Systemic candidiasis after intensive care in premature newborns is a well recognised complication, and fungal obstruction of the upper urinary tract in infants is potentially fatal. However, the diagnosis of fungal obstruction in high risk neonates is difficult to make and is often delayed or missed as there are no specific clinical features. Young age, small size, the presence of candidaemia, and withholding antifungal treatment are poor prognostic factors of fungal obstructive uropathy in neonates and infants.2 Mortality in the cases reported to date has been lower after aggressive surgical and medical management. Because yeasts are not always identified in specimens obtained from patients, ultrasonography has been the most useful imaging modality in the early diagnosis of fungal balls.3
For patients with renal fungus balls without complete obstruction, surgical intervention such as placement of a nephrostomy tube is rarely necessary.

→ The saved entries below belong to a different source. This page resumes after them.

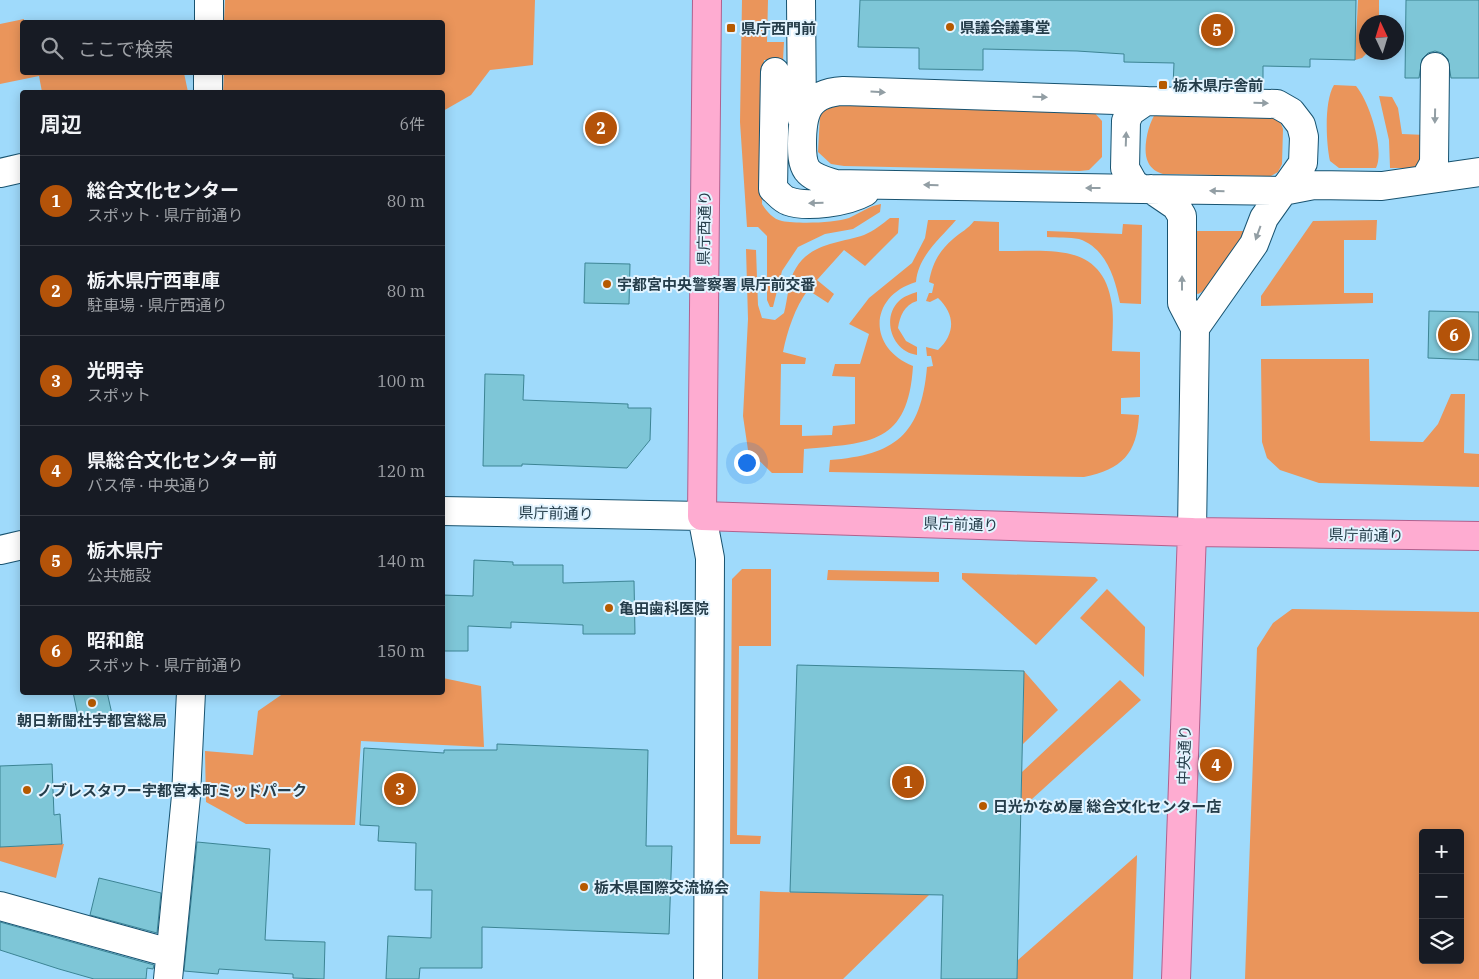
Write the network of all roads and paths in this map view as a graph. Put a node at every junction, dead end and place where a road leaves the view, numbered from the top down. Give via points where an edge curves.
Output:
1 (209, 0) edge
2 (706, 0) edge
3 (801, 0) edge
4 (209, 20) edge
5 (800, 36) junction
6 (1435, 67) dead end
7 (775, 72) dead end
8 (208, 75) edge
9 (208, 90) edge
10 (843, 91) junction
11 (1146, 101) junction
12 (802, 119) junction
13 (20, 168) edge
14 (1479, 172) edge
15 (0, 173) edge
16 (1425, 179) junction
17 (879, 184) junction
18 (1147, 189) junction
19 (1283, 191) junction
20 (1195, 328) junction
21 (445, 511) edge
22 (702, 516) junction
23 (1192, 532) junction
24 (1479, 536) edge
25 (20, 545) edge
26 (0, 550) edge
27 (192, 695) edge
28 (0, 906) edge
29 (169, 966) edge
30 (708, 979) edge
31 (1176, 979) edge

1 - 4 street
2 - 22 main road, 県庁西通り
3 - 5 street
5 - 10 street via 808,66 816,79
5 - 12 street
6 -> 16 street via 1434,163
17 -> 7 street via 842,201 824,203 787,201 773,189
8 - 9 street
10 -> 11 street
10 - 12 street via 819,97
18 -> 11 street via 1134,184 1125,168 1126,121 1130,112
11 -> 19 street via 1276,104 1291,112 1304,137 1303,163
12 - 17 street via 802,156 807,171 835,184
13 - 15 street
14 - 16 street
16 - 19 street via 1382,186 1314,185
18 -> 17 street
19 -> 18 street
20 -> 18 street via 1182,303 1182,216 1176,206
19 -> 20 street via 1264,218 1254,244
20 - 23 street
21 - 22 street, 県庁前通り
22 - 23 main road, 県庁前通り
22 - 30 street via 710,558
23 - 24 main road, 県庁前通り
23 - 31 main road, 中央通り
25 - 26 street
27 - 29 street via 186,796
28 - 29 street

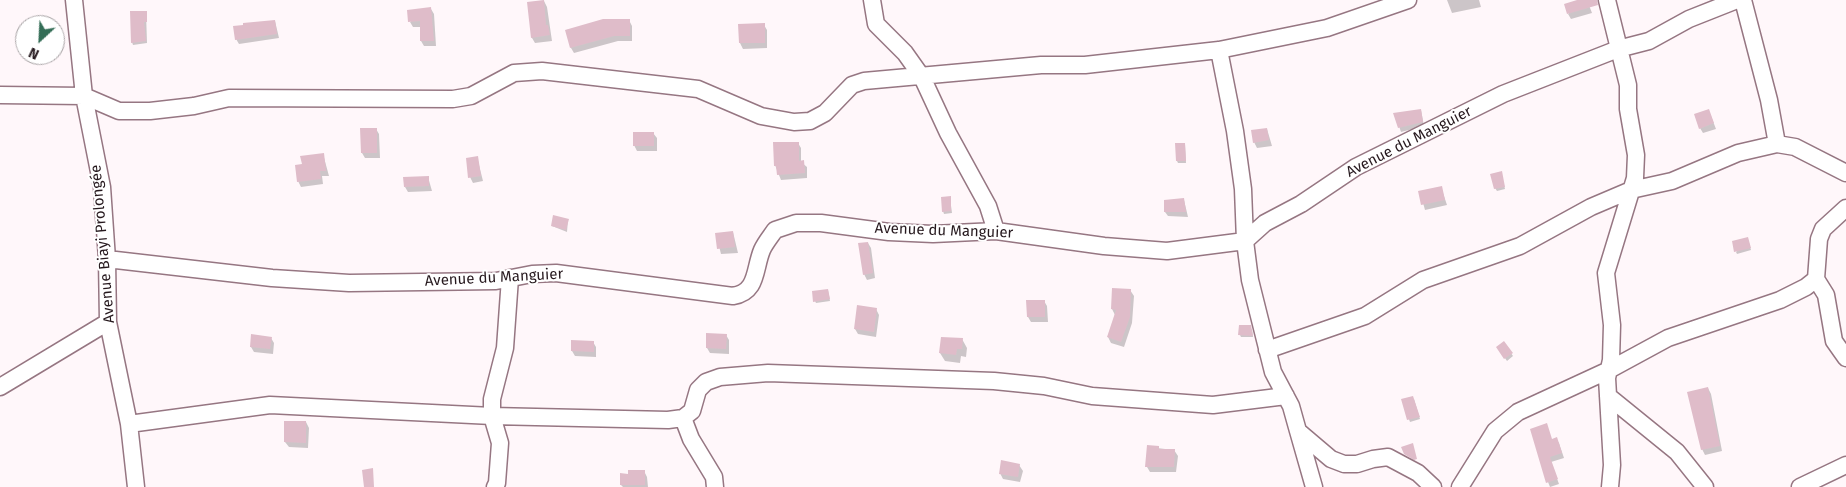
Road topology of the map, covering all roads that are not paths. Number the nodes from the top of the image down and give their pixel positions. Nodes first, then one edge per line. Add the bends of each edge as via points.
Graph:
1 (74, 0) edge
2 (872, 0) edge
3 (1408, 0) edge
4 (1607, 0) edge
5 (1737, 0) edge
6 (1743, 0) edge
7 (1618, 49) junction
8 (1219, 50) junction
9 (922, 77) junction
10 (0, 95) edge
11 (84, 96) junction
12 (1777, 144) junction
13 (1846, 173) edge
14 (1631, 190) junction
15 (1846, 208) edge
16 (996, 231) junction
17 (1245, 241) junction
18 (107, 259) junction
19 (510, 278) junction
20 (1816, 278) junction
21 (108, 322) junction
22 (1267, 350) junction
23 (1846, 358) edge
24 (1609, 370) junction
25 (0, 387) edge
26 (1286, 396) junction
27 (1608, 396) junction
28 (492, 416) junction
29 (683, 418) junction
30 (129, 424) junction
31 (1298, 431) junction
32 (1846, 465) edge
33 (136, 487) edge
34 (495, 487) edge
35 (715, 487) edge
36 (1314, 487) edge
37 (1433, 487) edge
38 (1460, 487) edge
39 (1610, 487) edge
40 (1705, 487) edge
41 (1800, 487) edge

1 - 11 street, Avenue Biayi Prolongée
2 - 9 street via 876,24 905,53
3 - 8 street via 1328,28
4 - 7 street
5 - 7 street, Avenue du Manguier via 1689,19 1649,41
6 - 12 street
7 - 14 street via 1628,85 1628,109 1636,155
7 - 17 street, Avenue du Manguier via 1503,94 1356,167 1301,204 1265,223
8 - 9 street via 1086,65 1041,65
8 - 17 street via 1243,189
9 - 11 street via 864,80 852,85 825,113 810,121 794,122 761,116 698,89 542,71 514,73 471,96 453,99 229,98 194,106 134,111 110,109
9 - 16 street via 988,206
10 - 11 street
11 - 18 street, Avenue Biayi Prolongée via 102,187
12 - 13 street via 1795,147
12 - 14 street via 1738,153 1672,181
14 - 22 street via 1591,207 1520,246 1423,280 1365,316
14 - 24 street via 1606,273 1612,326
15 - 20 street via 1822,229
16 - 17 street, Avenue du Manguier via 1167,251
16 - 19 street, Avenue du Manguier via 933,234 796,223 775,230 762,250 749,289 733,296 556,273
17 - 22 street via 1250,280
18 - 19 street, Avenue du Manguier via 272,278 349,283 496,281
18 - 21 street, Avenue Biayi Prolongée
19 - 28 street via 505,348 492,399
20 - 23 street via 1826,295 1834,341
20 - 24 street via 1780,300 1668,338
21 - 25 street
21 - 30 street, Avenue Biayi Prolongée
22 - 26 street via 1276,379
24 - 27 street
24 - 38 street via 1518,412 1495,431
26 - 29 street via 1213,405 1092,396 1044,386 994,381 768,373 720,377 706,382 698,390 692,411
26 - 31 street
27 - 39 street
27 - 40 street via 1677,452
28 - 29 street
28 - 30 street via 270,405
28 - 34 street via 500,443
29 - 35 street via 691,439 714,477
30 - 33 street, Avenue Biayi Prolongée
31 - 36 street
31 - 37 street via 1338,462 1357,464 1388,457 1418,473
32 - 41 street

In non-obstructing bilateral fungal balls, treatment with a combination of liposomal amphotericin B and fluconazole may remove the balls and obviate the need for surgical intervention.4 Oral fluconazole may be a safe and effective alternative for the management of systemic candidiasis in neonates.5 Complications requiring surgery, such as urinary tract obstruction, are uncommon. However, if fungal balls are found to be causing pelvic obstruction, treatment by insertion of bilateral nephrostomy catheters, instillation of amphotericin B into the renal pelvis, and parenteral and/or oral administration of antifungal drugs should be started.6 No guidelines are yet available for the indication, the mode of treatment, and length of treatment in neonates and infants with obstructing fungal balls. Sometimes, surgical removal of bezoars may be necessary to eradicate the fungal infection,7 but not all patients need such an intervention.8
Invasive fungal infections are a major cause of morbidity and mortality in premature newborns. Because it may not always be possible to remove risk factors, a high index of suspicion, prompt diagnosis, and early institution of antifungal treatment are recommended. Our patient was successfully treated with percutaneous nephrostomy and amphotericin B irrigation, coupled with systemic antifungal treatment without surgical removal. Urinary ascites were aspirated by paracentesis, and the urinoma was continuously drained through an 8 Fr pig tail catheter. Anuria resulting from fungal balls in the upper urinary system has rarely been reported. This is a very unusual case of anuria and urinary ascites in a premature infant caused by fungal balls.